Electricity is NOT like a single large Zorb bounding down a hillside.

Electricity would be better modelled in this context as
a large reservoir of water being poured down a rough hillside.
Most of the water will follow major gullies and channels but some will find smaller side channels.

The question is not
"which path will the electricity follow?"
but
"how much current will flow along this given path?"

Low resistance paths will conduct higher currents.

Higher resistance paths will conduct less current.
Only infinite resistance paths will conduct zero current.

There are NO infinite resistance paths.

Plus:

When voltage is applied to water above a certain critical voltage, the water will decompose into Hydrogen and Oxygen - - known as "electrolysis". Any components in the water are liable to also decompose to produce eg Chlorine gas from chlorine products in the water. Even wholly pure deionised water can be decomposed in this manner.
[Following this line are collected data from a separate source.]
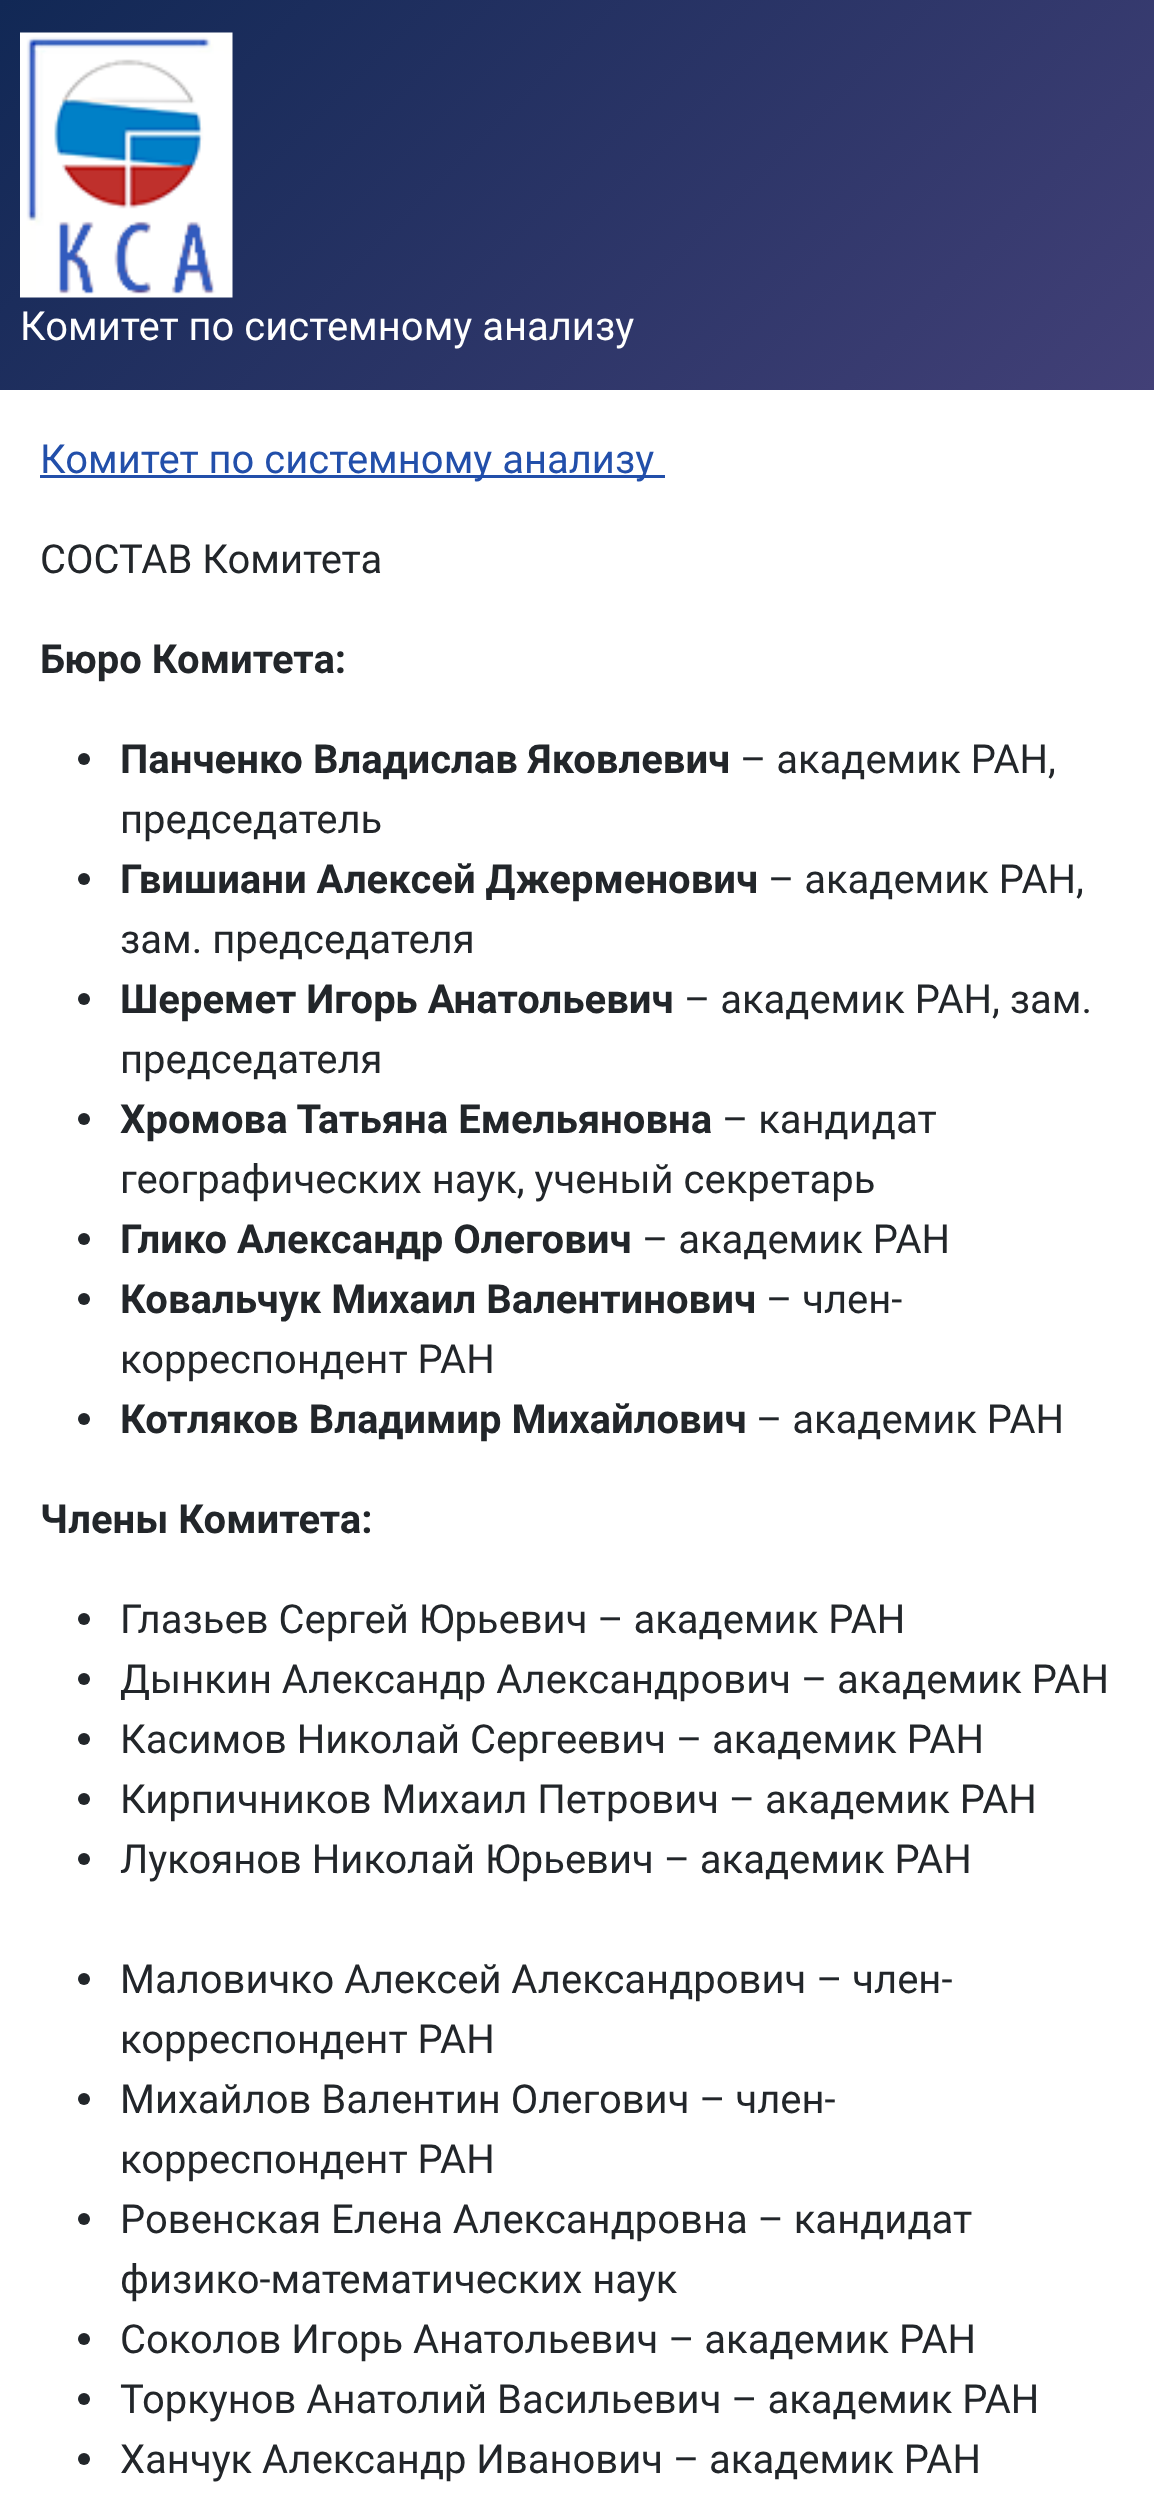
(async () => {
const canvas = document.querySelector("canvas")
canvas.width = 1154
canvas.height = 2510
const c = canvas.getContext("2d")
c.miterLimit = 4
c.fontKerning = "normal"
function T(s,x,y){c.fillText(s,x,y)}
function R(x,y,w,h){c.fillRect(x,y,w,h)}
async function I(src,x,y,w,h){const img=new Image();img.src=src;await img.decode();c.drawImage(img,x,y,w,h)}
let gradient
c.fillStyle="#fff"
R(0,0,1154,2510)
gradient = c.createLinearGradient(191,-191,964,581)
gradient.addColorStop(0,"#112855")
gradient.addColorStop(1,"#424077")
c.fillStyle = gradient
R(0,0,1154,390)
await I("1.png",20,32,213,266)
c.font="40px Roboto"
c.fillStyle="#fff"
T("Комитет по системному анализу",20,340)
c.fillStyle="#224faa"
R(40,475,625,3)
T("Комитет по системному анализу",40,473)
c.fillStyle="#22262a"
T("СОСТАВ Комитета",40,573)
c.font="bold 40px Roboto"
T("Бюро Комитета:",40,673)
c.beginPath()
c.arc(84,759,6,0,7)
c.fill()
T("Панченко Владислав Яковлевич",120,773)
c.font="40px Roboto"
T("– академик РАН,",740,773)
T("председатель",120,833)
c.beginPath()
c.arc(84,879,6,0,7)
c.fill()
c.font="bold 40px Roboto"
T("Гвишиани Алексей Джерменович",120,893)
c.font="40px Roboto"
T("– академик РАН,",768,893)
T("зам. председателя",120,953)
c.beginPath()
c.arc(84,999,6,0,7)
c.fill()
c.font="bold 40px Roboto"
T("Шеремет Игорь Анатольевич",120,1013)
c.font="40px Roboto"
T("– академик РАН, зам.",684,1013)
T("председателя",120,1073)
c.beginPath()
c.arc(84,1119,6,0,7)
c.fill()
c.font="bold 40px Roboto"
T("Хромова Татьяна Емельяновна",120,1133)
c.font="40px Roboto"
T("– кандидат",722,1133)
T("географических наук, ученый секретарь",120,1193)
c.beginPath()
c.arc(84,1239,6,0,7)
c.fill()
c.font="bold 40px Roboto"
T("Глико Александр Олегович",120,1253)
c.font="40px Roboto"
T("– академик РАН",642,1253)
c.beginPath()
c.arc(84,1299,6,0,7)
c.fill()
c.font="bold 40px Roboto"
T("Ковальчук Михаил Валентинович",120,1313)
c.font="40px Roboto"
T("– член-",766,1313)
T("корреспондент РАН",120,1373)
c.beginPath()
c.arc(84,1419,6,0,7)
c.fill()
c.font="bold 40px Roboto"
T("Котляков Владимир Михайлович",120,1433)
c.font="40px Roboto"
T("– академик РАН",756,1433)
c.font="bold 40px Roboto"
T("Члены Комитета:",40,1533)
c.beginPath()
c.arc(84,1619,6,0,7)
c.fill()
c.font="40px Roboto"
T("Глазьев Сергей Юрьевич – академик РАН",120,1633)
c.beginPath()
c.arc(84,1679,6,0,7)
c.fill()
T("Дынкин Александр Александрович – академик РАН",120,1693)
c.beginPath()
c.arc(84,1739,6,0,7)
c.fill()
T("Касимов Николай Сергеевич – академик РАН",120,1753)
c.beginPath()
c.arc(84,1799,6,0,7)
c.fill()
T("Кирпичников Михаил Петрович – академик РАН",120,1813)
c.beginPath()
c.arc(84,1859,6,0,7)
c.fill()
T("Лукоянов Николай Юрьевич – академик РАН",120,1873)
c.beginPath()
c.arc(84,1979,6,0,7)
c.fill()
T("Маловичко Алексей Александрович – член-",120,1993)
T("корреспондент РАН",120,2053)
c.beginPath()
c.arc(84,2099,6,0,7)
c.fill()
T("Михайлов Валентин Олегович – член-",120,2113)
T("корреспондент РАН",120,2173)
c.beginPath()
c.arc(84,2219,6,0,7)
c.fill()
T("Ровенская Елена Александровна – кандидат",120,2233)
T("физико-математических наук",120,2293)
c.beginPath()
c.arc(84,2339,6,0,7)
c.fill()
T("Соколов Игорь Анатольевич – академик РАН",120,2353)
c.beginPath()
c.arc(84,2399,6,0,7)
c.fill()
T("Торкунов Анатолий Васильевич – академик РАН",120,2413)
c.beginPath()
c.arc(84,2459,6,0,7)
c.fill()
T("Ханчук Александр Иванович – академик РАН",120,2473)
})()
Once you get even a small amount of current flow you get ions formed which promotes more current flow, lower resistance, more breakdown ... zap.

I have dropped a "pager" into sea water and a portable phone into concentrated chlorine solution* and "saved" both with no long term damage by immediately taking out the batteries and washing them in copious quantities of fresh water and then leaving them to dry completely (a very important step). And I have seen equipment destroyed by exposure to water with the batteries then left in.

  • Note to self: Remove portable phone from top pocket before stirring large bucket of Sodium Hypochlorite solution.

    When splashing along sea edge and generally having fun your pager should be in a salt-spray protected bag or, better still, left at home.

    Note to the young: Pager's were things we used to have before they invented cell phones. Effectively a receive only SMS system with no voice or any other features. Doctor's still seem to use them.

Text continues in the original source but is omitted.